Perché Israele continua ad alimentare la guerra?

Un anno di conflitto inevitabile. Diritto e dovere israeliano di difendere lo stato coloniale imposto e costruito a discapito della popolazione palestinese ieri, di quella libanese oggi e dell’intero Medioriente in futuro.

Una pronta risposta alla minaccia terroristica di matrice islamica. Israele, baluardo della civiltà in senso ampio, Israele avamposto della democrazia e dei valori occidentali in terra d’oriente, laddove quei valori sono violentati da un’altra civiltà, che non ci somiglia, in quanto espressione della più bruta “bestialità umana”. Genti che non ragionano o agiscono come noi, genti che la guerra la portano dentro, ed è quindi l’unico linguaggio che comprendono.

La necessità di prolungare la guerra sino alla vittoria totale. A gennaio 2024 eravamo stati avvisati che il conflitto sarebbe continuato almeno per tutto il corso dell’anno.

Risulta impossibile credere che in Israele si ignori la realtà; risulta assurdo assumere che si pensi davvero di annientare definitivamente la resistenza palestinese armata in grado di mettere a rischio la sicurezza dello stato ebraico.

Allora perché si continua? Perché l’uccisione di Isma’il Haniyeh?

L’uomo che poteva negoziare la firma di un accordo in grado di affievolire, almeno momentaneamente, le sofferenze palestinesi e al contempo riportare a casa una larga parte degli ostaggi ancora in mano di Hamas è morto per impedire definitivamente che ciò accedesse.

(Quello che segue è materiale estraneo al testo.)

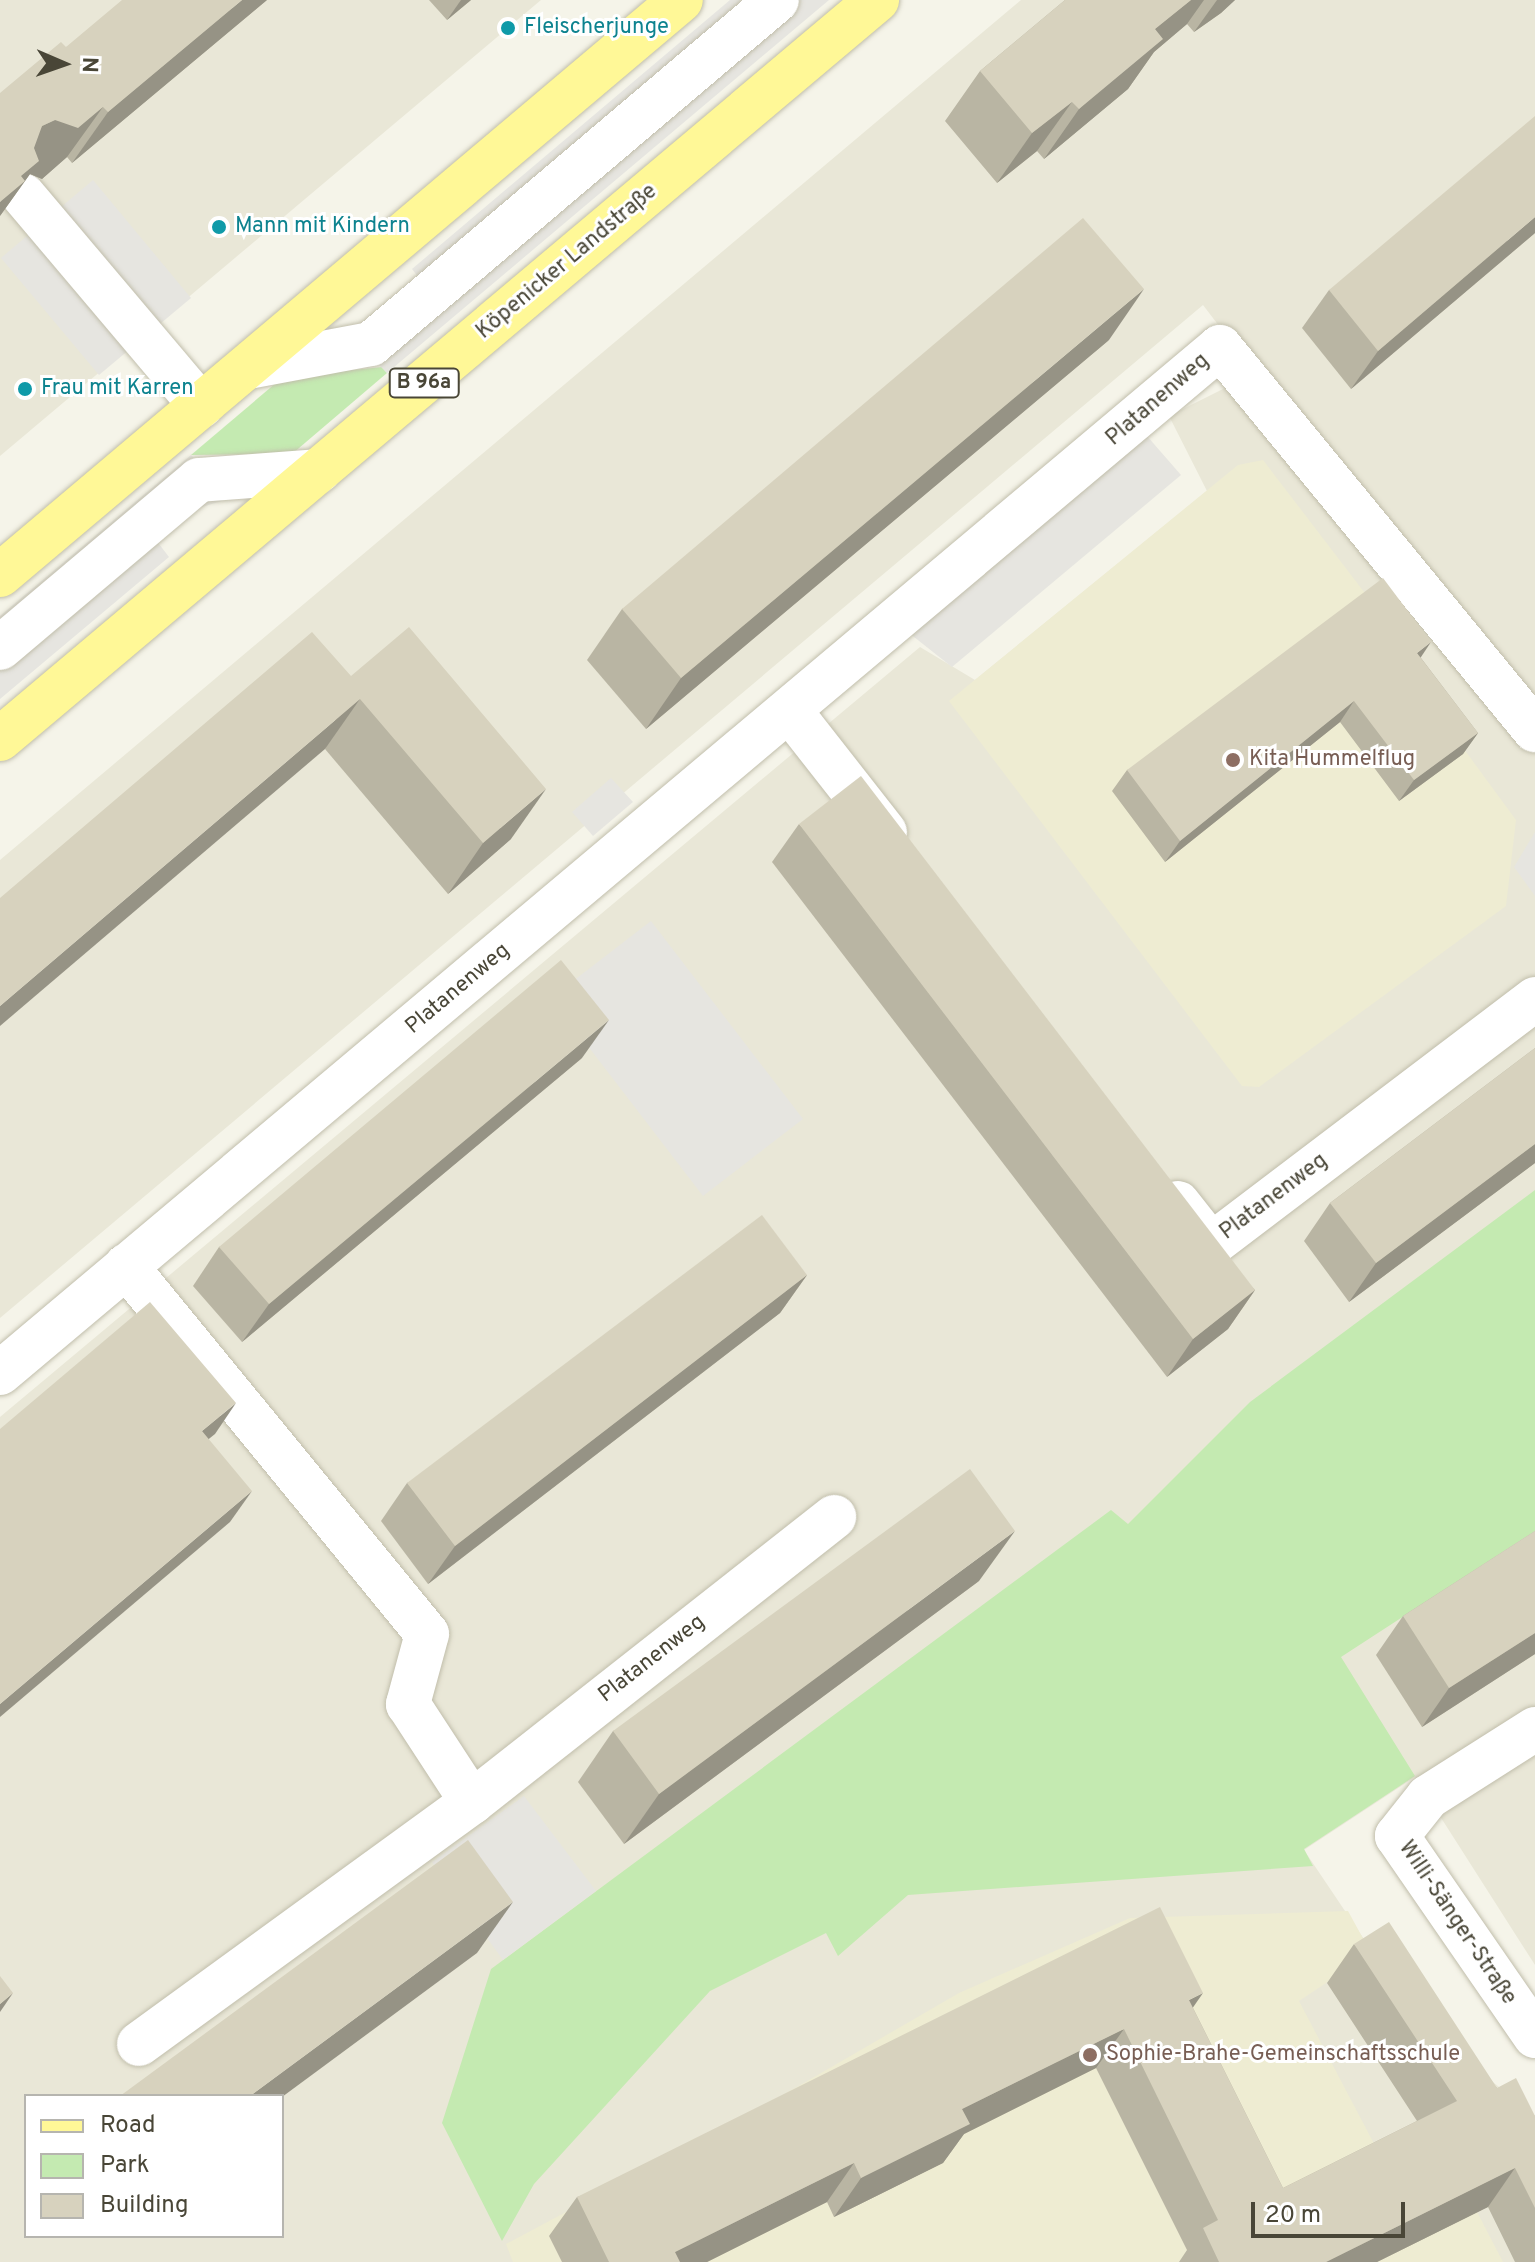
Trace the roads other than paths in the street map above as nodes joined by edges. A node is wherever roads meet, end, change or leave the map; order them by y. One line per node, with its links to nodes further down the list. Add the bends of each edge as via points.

Il suo scalpo poteva persino essere esibito di fronte all’opinione pubblica come emblema della vittoria e con il suo quelli di Saleh al-Arouri, Mohammed Deif, Marwan Issa e delle migliaia di miliziani caduti.

Questo non è il piano, non ancora, per ora si mira ad alimentare l’offensiva sul fronte nord, quello con Hezbollah. Le intenzioni di provocare sia l’Iran, sia direttamente i miliziani libanesi è evidente: ricordiamo l’uccisione di Fuad Shukr che sin dall’inizio degli anni 80, periodo di fondazione del movimento, ha ricoperto ruoli di massimo peso nella gerarchia del gruppo libanese divenendo consigliere militare del ex leader Hassan Nasrallah

L’attacco del 17-18 settembre, ovvero l’esplosione di cercapersone e walkie talkie, pianificato con largo anticipo, è avvenuto perché Hezbollah non ha saputo rispondere alle provocazioni dell’esercito israeliano che si sono susseguite in una spirale di violenza. Le normali regole di ingaggio che intercorrevano tra i due schieramenti sin dal 7 ottobre sono state volontariamente sconvolte da parte israeliana per legittimare l’aggressione.

Hezbollah ha subito il più pesante attacco dai tempi della sua fondazione a seguito dell’occupazione sionista del sud del Libano che risale al 1982.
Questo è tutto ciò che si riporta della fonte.